According to the article, a farm laborer might make £40 a year. A lieutenantcy the Foot Guard cost £2,050. One in a regular infantry regiment cost £700.
That would certainly keep the riff-raff out of the officer’s club.
Hunter Biden was commissioned in the U.S. Navy at 43 years of age when any other citizen would have been cut off at age 35.
The Crimean War caused the British to do away with purchased commissions. The charge of the Light Brigade was led by Lord Cardigan who had purchased his way to a colonelcy.
A seriously inept officer.
An who retired sold his commission, and for those without a significant private income the proceeds of the sale was often a crucial part of their retirement planning.
Officers who died, or were cashiered, could not sell their commissions, but the same rule applied to those who were promoted from the rank of Colonel, to that of General. I can't give you an example offhand, but apparently there were cases where Colonels were outraged to find themselves promoted to General because it deprived them of their colonelcy, the sale of which had been intended to finance their retirement.
Yes, and it played a critical role in the Charge of the Light Brigade, where the major officers involved were boneheaded yahoos who hated each other and looked down on any officers such as Captain Nolan who came from being promoted up in India.
The [excellent] British TV series “Sharpe” touches on this topic. The British Army ended up with some really incompetent commanders as a result.

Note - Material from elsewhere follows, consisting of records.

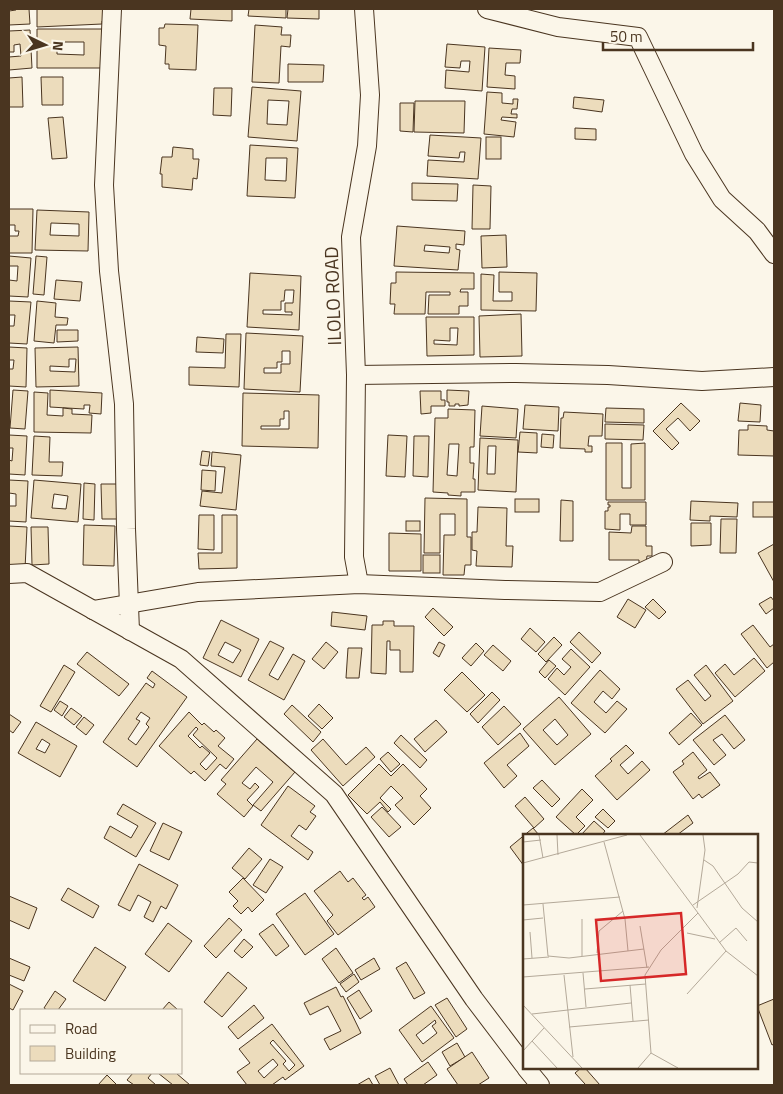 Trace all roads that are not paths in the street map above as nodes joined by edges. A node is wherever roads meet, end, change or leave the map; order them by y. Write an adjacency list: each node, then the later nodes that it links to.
1 (112, 9): 10 (street)
2 (364, 9): 5 (street, ILOLO ROAD)
3 (487, 9): 4 (street)
4 (774, 254)
5 (356, 376): 6 (street); 9 (street, ILOLO ROAD)
6 (774, 377)
7 (663, 562): 9 (street)
8 (9, 574): 11 (street)
9 (359, 584): 10 (street)
10 (130, 604): 11 (street); 12 (street)
11 (93, 610): 12 (street)
12 (130, 631): 13 (street)
13 (523, 1063)
14 (527, 1069): 15 (street)
15 (540, 1085)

https://en.wikipedia.org/wiki/Sharpe_(TV_series)
The battle of New Orleans cost the British a few generals and colonels in a short period of time. Bad day for officers, good day for promotions for others.
The officer-enlisted relationship in the British army has always been very much class-based. Wealth was an easy way to separate the sheep from the goats. Which explains why so many generals had “Lord” or “Sir after the “General” in their title. Major-General Sir Arthur Wellesley, or Lieutenant-General Lord Chelmsford, and so-on. For reasons that evolved out of antiquity, they considered only the upper classes (and particularly the nobility) fit for command.
Not directly related but Rudyard Kipling pulled strings to get his only son, John, commissioned in the army at the start of WWI. He was made a Second Lieutenant two days short of his 17th birthday. Weeks later he was in France and in command of troops under fire. He went missing (never to be found) while leading his men in a charge at the Battle of Loos, aged 18 years and 43 days.
But he was qualified to be an Officer of the Line at the age of 17 because his father was a gentleman.